(Saved data entries)
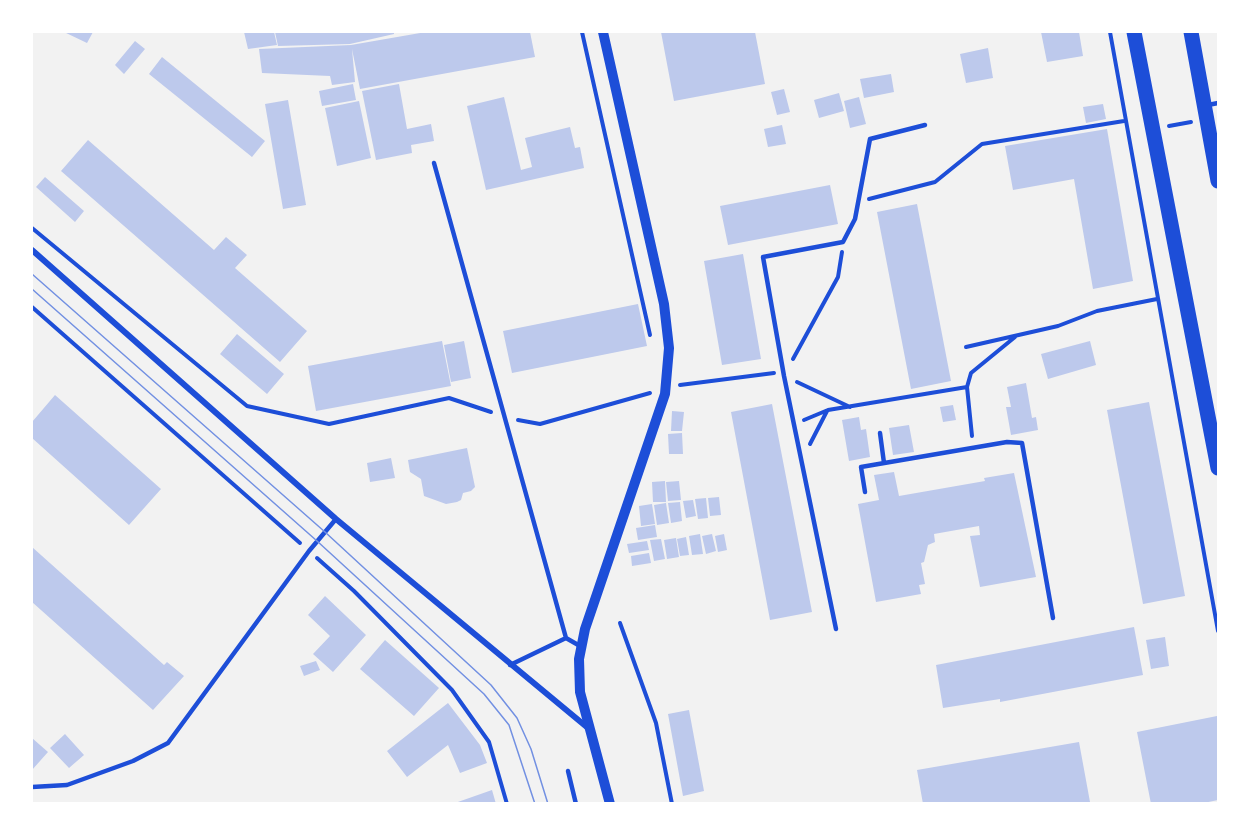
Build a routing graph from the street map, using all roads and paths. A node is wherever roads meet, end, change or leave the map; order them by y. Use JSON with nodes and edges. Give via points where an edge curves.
{"nodes":[{"id":1,"x":582,"y":32,"type":"edge"},
{"id":2,"x":603,"y":32,"type":"edge"},
{"id":3,"x":1110,"y":32,"type":"edge"},
{"id":4,"x":1134,"y":32,"type":"edge"},
{"id":5,"x":1191,"y":32,"type":"edge"},
{"id":6,"x":1210,"y":109,"type":"edge"},
{"id":7,"x":1124,"y":121,"type":"junction"},
{"id":8,"x":925,"y":125,"type":"dead end"},
{"id":9,"x":1152,"y":130,"type":"junction"},
{"id":10,"x":1129,"y":134,"type":"junction"},
{"id":11,"x":434,"y":163,"type":"dead end"},
{"id":12,"x":1218,"y":181,"type":"edge"},
{"id":13,"x":859,"y":201,"type":"junction"},
{"id":14,"x":32,"y":228,"type":"edge"},
{"id":15,"x":843,"y":242,"type":"junction"},
{"id":16,"x":32,"y":249,"type":"edge"},
{"id":17,"x":1157,"y":299,"type":"junction"},
{"id":18,"x":32,"y":307,"type":"edge"},
{"id":19,"x":1018,"y":335,"type":"junction"},
{"id":20,"x":651,"y":337,"type":"dead end"},
{"id":21,"x":966,"y":347,"type":"dead end"},
{"id":22,"x":784,"y":376,"type":"junction"},
{"id":23,"x":665,"y":387,"type":"junction"},
{"id":24,"x":967,"y":387,"type":"junction"},
{"id":25,"x":850,"y":407,"type":"junction"},
{"id":26,"x":828,"y":410,"type":"junction"},
{"id":27,"x":507,"y":417,"type":"junction"},
{"id":28,"x":795,"y":423,"type":"junction"},
{"id":29,"x":880,"y":433,"type":"dead end"},
{"id":30,"x":970,"y":442,"type":"dead end"},
{"id":31,"x":802,"y":458,"type":"junction"},
{"id":32,"x":884,"y":463,"type":"junction"},
{"id":33,"x":1218,"y":468,"type":"edge"},
{"id":34,"x":865,"y":492,"type":"dead end"},
{"id":35,"x":336,"y":519,"type":"junction"},
{"id":36,"x":309,"y":551,"type":"junction"},
{"id":37,"x":1053,"y":618,"type":"dead end"},
{"id":38,"x":620,"y":623,"type":"dead end"},
{"id":39,"x":836,"y":629,"type":"dead end"},
{"id":40,"x":1218,"y":631,"type":"edge"},
{"id":41,"x":566,"y":638,"type":"junction"},
{"id":42,"x":582,"y":647,"type":"junction"},
{"id":43,"x":510,"y":665,"type":"junction"},
{"id":44,"x":589,"y":729,"type":"junction"},
{"id":45,"x":568,"y":771,"type":"dead end"},
{"id":46,"x":32,"y":787,"type":"edge"},
{"id":47,"x":507,"y":804,"type":"edge"},
{"id":48,"x":576,"y":804,"type":"edge"},
{"id":49,"x":610,"y":804,"type":"edge"},
{"id":50,"x":672,"y":804,"type":"edge"}],
"edges":[{"from":1,"to":20,"type":"path"},
{"from":2,"to":23,"type":"street","via":[[664,304],[669,348]]},
{"from":3,"to":7,"type":"path"},
{"from":4,"to":9,"type":"main road"},
{"from":5,"to":6,"type":"main road"},
{"from":6,"to":9,"type":"path"},
{"from":6,"to":12,"type":"main road"},
{"from":7,"to":10,"type":"path"},
{"from":7,"to":13,"type":"path","via":[[982,144],[935,182]]},
{"from":8,"to":13,"type":"lane","via":[[870,139]]},
{"from":9,"to":10,"type":"path"},
{"from":9,"to":33,"type":"main road"},
{"from":10,"to":17,"type":"path"},
{"from":11,"to":27,"type":"lane"},
{"from":13,"to":15,"type":"lane"},
{"from":14,"to":27,"type":"path","via":[[247,406],[329,424],[449,398]]},
{"from":15,"to":22,"type":"path","via":[[838,277]]},
{"from":15,"to":22,"type":"lane","via":[[763,258]]},
{"from":16,"to":35,"type":"street"},
{"from":17,"to":19,"type":"path","via":[[1097,311],[1058,326]]},
{"from":17,"to":40,"type":"path"},
{"from":18,"to":36,"type":"path"},
{"from":19,"to":21,"type":"path"},
{"from":19,"to":24,"type":"path","via":[[971,373]]},
{"from":22,"to":23,"type":"path","via":[[776,372]]},
{"from":22,"to":25,"type":"path"},
{"from":22,"to":28,"type":"lane"},
{"from":23,"to":27,"type":"path","via":[[540,424]]},
{"from":23,"to":42,"type":"street"},
{"from":24,"to":25,"type":"path"},
{"from":24,"to":30,"type":"path","via":[[973,427]]},
{"from":25,"to":26,"type":"path"},
{"from":26,"to":28,"type":"path"},
{"from":26,"to":31,"type":"path"},
{"from":27,"to":41,"type":"lane"},
{"from":28,"to":31,"type":"lane"},
{"from":29,"to":32,"type":"lane"},
{"from":31,"to":39,"type":"lane"},
{"from":32,"to":34,"type":"lane","via":[[861,467]]},
{"from":32,"to":37,"type":"lane","via":[[1022,442]]},
{"from":35,"to":36,"type":"lane"},
{"from":35,"to":43,"type":"street"},
{"from":36,"to":46,"type":"lane","via":[[168,743],[133,761],[67,785]]},
{"from":36,"to":47,"type":"path","via":[[452,690],[489,742]]},
{"from":38,"to":50,"type":"path","via":[[656,723]]},
{"from":41,"to":42,"type":"lane"},
{"from":41,"to":43,"type":"lane"},
{"from":42,"to":44,"type":"street","via":[[580,692]]},
{"from":43,"to":44,"type":"street"},
{"from":44,"to":49,"type":"street"},
{"from":45,"to":48,"type":"lane"}]}
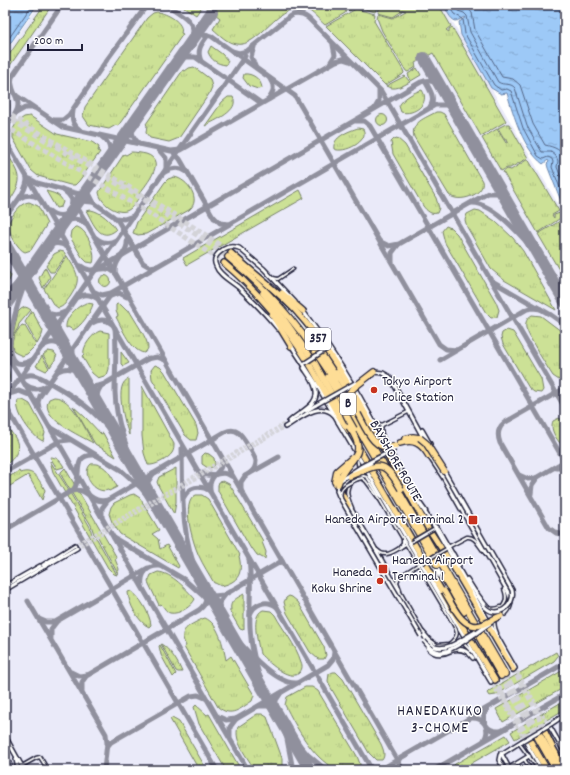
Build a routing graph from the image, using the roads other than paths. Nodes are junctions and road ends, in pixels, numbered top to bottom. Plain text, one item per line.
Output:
1 (228, 258) junction
2 (293, 269) dead end
3 (272, 278) junction
4 (278, 279) junction
5 (243, 280) junction
6 (278, 283) junction
7 (260, 284) junction
8 (263, 293) junction
9 (303, 311) junction
10 (291, 346) junction
11 (328, 348) junction
12 (304, 363) junction
13 (329, 364) junction
14 (316, 366) junction
15 (374, 372) joint
16 (355, 384) junction
17 (410, 412) junction
18 (371, 418) junction
19 (289, 422) junction
20 (339, 423) junction
21 (382, 425) junction
22 (349, 429) junction
23 (379, 440) junction
24 (397, 446) junction
25 (356, 453) junction
26 (429, 456) junction
27 (443, 473) junction
28 (351, 478) junction
29 (336, 482) junction
30 (380, 500) junction
31 (346, 504) junction
32 (355, 514) junction
33 (434, 528) junction
34 (408, 534) junction
35 (420, 535) junction
36 (403, 537) junction
37 (409, 543) junction
38 (456, 543) junction
39 (373, 545) junction
40 (76, 547) tunnel mouth
41 (400, 548) junction
42 (447, 548) junction
43 (453, 554) junction
44 (486, 555) junction
45 (420, 564) junction
46 (42, 566) junction
47 (413, 568) junction
48 (422, 570) junction
49 (5, 586) edge
50 (503, 586) junction
51 (5, 590) edge
52 (474, 590) junction
53 (401, 593) junction
54 (505, 602) junction
55 (467, 610) junction
56 (503, 615) junction
57 (419, 626) junction
58 (482, 628) junction
59 (498, 635) junction
60 (424, 641) junction
61 (449, 644) junction
62 (473, 653) junction
63 (514, 669) joint
64 (492, 681) junction
65 (565, 718) edge
66 (544, 730) junction
67 (7, 740) edge
68 (524, 741) junction
69 (14, 752) junction
70 (565, 753) edge
71 (529, 756) junction
72 (524, 759) junction
73 (22, 766) junction
74 (507, 769) edge
75 (542, 769) edge
76 (565, 769) edge
77 (18, 770) edge
78 (24, 770) edge
79 (48, 770) edge
80 (531, 770) edge
81 (556, 770) edge
82 (560, 770) edge

1 - 5 highway, 357
1 - 7 highway, BAYSHORE ROUTE / B
1 - 8 highway, BAYSHORE ROUTE / B
1 - 9 highway
1 - 23 highway, 357
2 - 4 street
3 - 4 street
3 - 6 street
3 - 10 street
4 - 6 street
5 - 10 highway
5 - 22 highway, 357
6 - 9 street
7 - 13 highway
7 - 55 highway, BAYSHORE ROUTE / B
8 - 14 highway
8 - 35 highway, BAYSHORE ROUTE / B
9 - 11 street
10 - 12 street
11 - 12 street, bridge
11 - 18 street
12 - 19 street
12 - 20 street
13 - 23 highway
13 - 24 highway, bridge
14 - 22 highway
14 - 22 highway, bridge
15 - 16 highway
15 - 17 street
16 - 19 street, bridge
16 - 35 highway, bridge
17 - 21 street
17 - 27 street
17 - 27 street, bridge
18 - 21 street
18 - 33 street
19 - 20 street
20 - 25 street
21 - 42 street
22 - 29 highway, bridge
22 - 34 highway, 357
23 - 63 highway, 357
24 - 26 street
24 - 26 highway
24 - 27 highway, bridge
24 - 28 street, bridge
24 - 29 street, bridge
25 - 28 street
25 - 37 street
26 - 27 street
27 - 44 street
27 - 52 street, bridge
28 - 30 street
28 - 31 street, bridge
28 - 32 street
28 - 55 highway, bridge
29 - 31 highway
30 - 31 street, bridge
30 - 36 street
31 - 32 street
31 - 60 street, bridge
32 - 39 street
33 - 37 street, bridge
33 - 42 street
34 - 56 highway, bridge
34 - 64 highway, 357
35 - 55 highway, BAYSHORE ROUTE / B
36 - 37 street
36 - 41 street
37 - 41 street
37 - 45 street
38 - 42 street
38 - 43 street
38 - 44 street
39 - 41 street
39 - 53 street
40 - 46 street
42 - 43 street
42 - 45 street, bridge
42 - 59 street
43 - 52 street
44 - 50 street
45 - 47 street
45 - 48 street
45 - 62 street
46 - 49 street
46 - 51 street
47 - 48 street
47 - 53 street
48 - 61 street
50 - 54 street
50 - 56 street
52 - 54 street
53 - 57 street
54 - 59 street
56 - 58 street, bridge
57 - 58 street, bridge
57 - 61 street
58 - 60 street, bridge
59 - 63 street
60 - 64 street, bridge
61 - 62 street
62 - 64 street
65 - 66 street
66 - 68 street, bridge
66 - 70 street
66 - 76 highway
66 - 81 highway
66 - 82 highway
67 - 69 street
68 - 71 street
68 - 74 street
68 - 75 highway
68 - 75 highway
69 - 73 street
69 - 77 street
71 - 72 street
71 - 75 street
72 - 74 street
72 - 80 street
73 - 78 street
73 - 79 street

• What you need to do:
Search the data for the string "dead" and copy out every line where it is found.

• Exercise answer:
{"id":8,"x":925,"y":125,"type":"dead end"},
{"id":11,"x":434,"y":163,"type":"dead end"},
{"id":20,"x":651,"y":337,"type":"dead end"},
{"id":21,"x":966,"y":347,"type":"dead end"},
{"id":29,"x":880,"y":433,"type":"dead end"},
{"id":30,"x":970,"y":442,"type":"dead end"},
{"id":34,"x":865,"y":492,"type":"dead end"},
{"id":37,"x":1053,"y":618,"type":"dead end"},
{"id":38,"x":620,"y":623,"type":"dead end"},
{"id":39,"x":836,"y":629,"type":"dead end"},
{"id":45,"x":568,"y":771,"type":"dead end"},
2 (293, 269) dead end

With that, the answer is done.